### Exercise requirements
Only a number is expected in reply: the count of lines below where the word "numbered" occurs.

Saved entries:

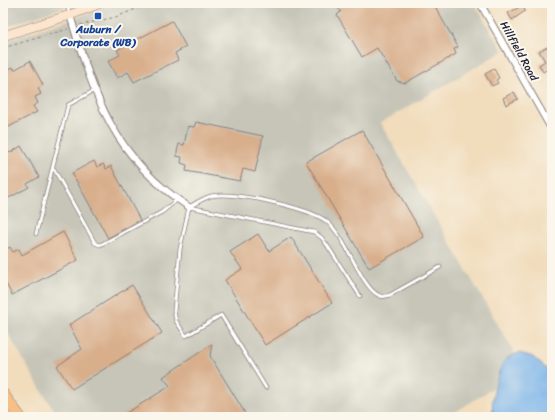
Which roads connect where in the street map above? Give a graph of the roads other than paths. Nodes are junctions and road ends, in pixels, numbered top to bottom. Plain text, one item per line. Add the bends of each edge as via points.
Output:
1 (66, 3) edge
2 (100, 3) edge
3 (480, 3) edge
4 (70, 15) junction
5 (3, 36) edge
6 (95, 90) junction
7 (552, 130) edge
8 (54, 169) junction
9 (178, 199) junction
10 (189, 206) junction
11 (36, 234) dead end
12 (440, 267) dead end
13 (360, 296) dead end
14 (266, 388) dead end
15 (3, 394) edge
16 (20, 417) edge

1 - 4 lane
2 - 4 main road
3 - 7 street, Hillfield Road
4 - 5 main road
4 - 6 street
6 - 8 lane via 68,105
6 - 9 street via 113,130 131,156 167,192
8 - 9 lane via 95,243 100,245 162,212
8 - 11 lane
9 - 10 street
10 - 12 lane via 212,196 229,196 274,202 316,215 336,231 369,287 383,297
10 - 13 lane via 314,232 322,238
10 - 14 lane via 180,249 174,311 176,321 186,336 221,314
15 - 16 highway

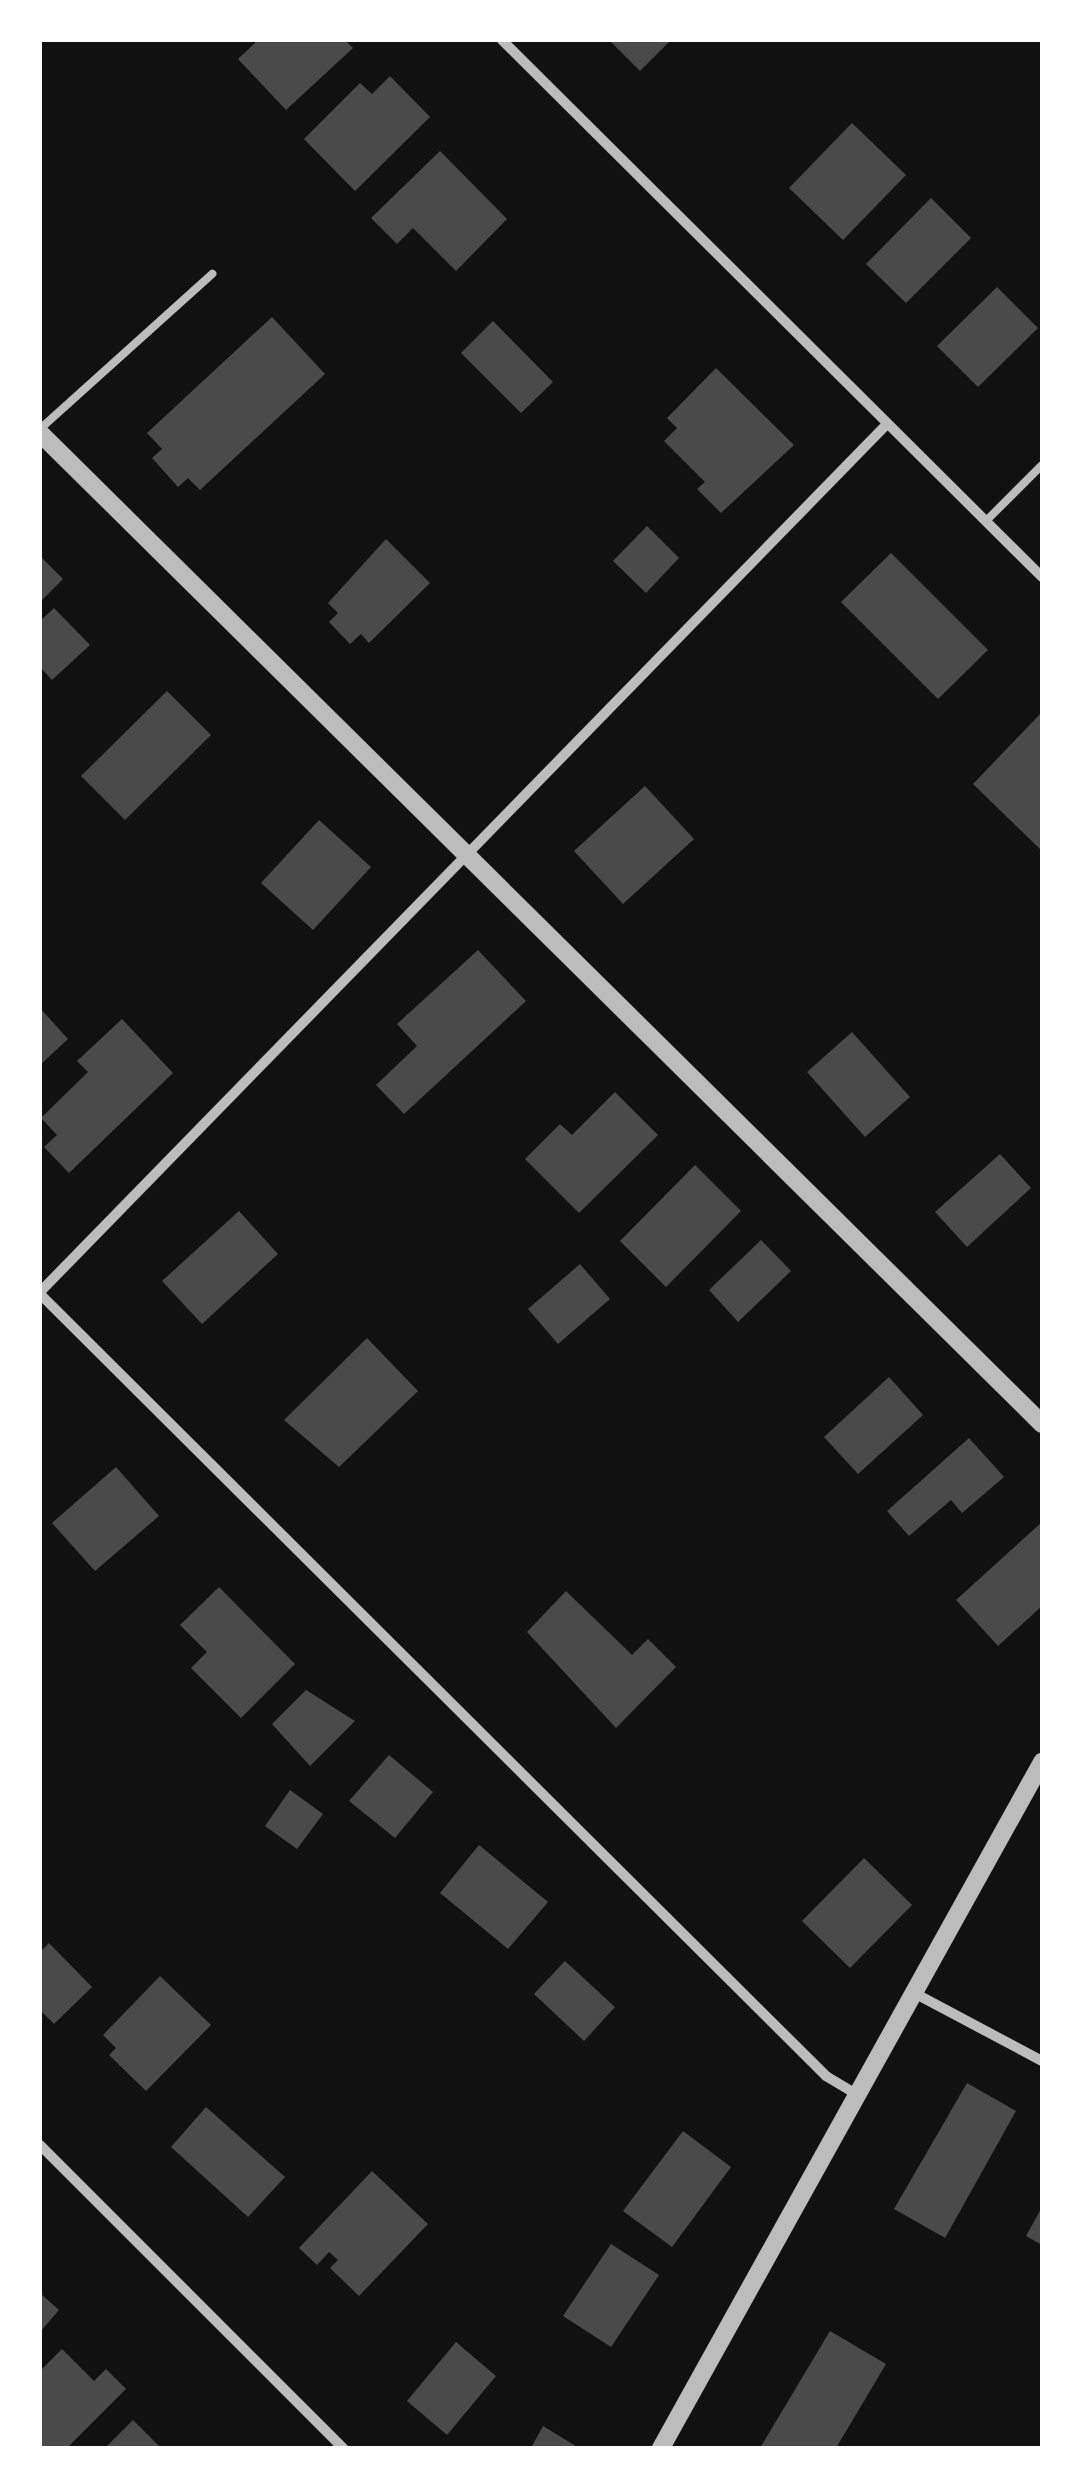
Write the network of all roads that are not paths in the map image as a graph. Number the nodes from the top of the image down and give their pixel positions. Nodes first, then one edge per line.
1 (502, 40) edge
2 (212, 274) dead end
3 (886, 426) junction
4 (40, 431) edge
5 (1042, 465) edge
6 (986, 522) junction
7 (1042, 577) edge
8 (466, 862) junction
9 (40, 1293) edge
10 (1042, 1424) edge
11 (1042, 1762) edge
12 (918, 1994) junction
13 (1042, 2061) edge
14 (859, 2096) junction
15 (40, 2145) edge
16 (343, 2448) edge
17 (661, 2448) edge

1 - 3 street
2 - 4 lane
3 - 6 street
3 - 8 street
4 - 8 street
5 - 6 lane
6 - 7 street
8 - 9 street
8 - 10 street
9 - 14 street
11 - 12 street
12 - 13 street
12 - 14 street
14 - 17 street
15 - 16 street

==

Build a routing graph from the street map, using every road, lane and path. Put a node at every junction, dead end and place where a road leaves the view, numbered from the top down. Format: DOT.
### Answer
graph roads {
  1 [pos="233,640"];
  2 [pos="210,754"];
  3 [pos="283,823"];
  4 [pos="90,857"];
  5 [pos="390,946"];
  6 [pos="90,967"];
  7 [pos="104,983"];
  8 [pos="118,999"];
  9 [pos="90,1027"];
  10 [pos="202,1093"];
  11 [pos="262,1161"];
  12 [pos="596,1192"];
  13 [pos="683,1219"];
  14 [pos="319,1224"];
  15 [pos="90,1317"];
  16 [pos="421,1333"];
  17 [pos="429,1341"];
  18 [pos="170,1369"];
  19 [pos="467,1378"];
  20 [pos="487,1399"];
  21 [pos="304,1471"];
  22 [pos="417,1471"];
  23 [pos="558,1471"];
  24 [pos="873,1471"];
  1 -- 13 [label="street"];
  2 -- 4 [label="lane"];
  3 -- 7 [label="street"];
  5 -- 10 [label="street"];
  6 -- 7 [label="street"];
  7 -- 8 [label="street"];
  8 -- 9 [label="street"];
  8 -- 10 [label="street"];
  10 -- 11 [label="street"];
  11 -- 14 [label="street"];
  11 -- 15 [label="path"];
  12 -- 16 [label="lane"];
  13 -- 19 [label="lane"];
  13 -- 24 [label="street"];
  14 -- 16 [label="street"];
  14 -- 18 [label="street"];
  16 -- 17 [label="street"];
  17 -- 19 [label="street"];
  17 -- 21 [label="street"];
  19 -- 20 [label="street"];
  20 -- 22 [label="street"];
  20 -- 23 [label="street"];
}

### Result of the exercise
2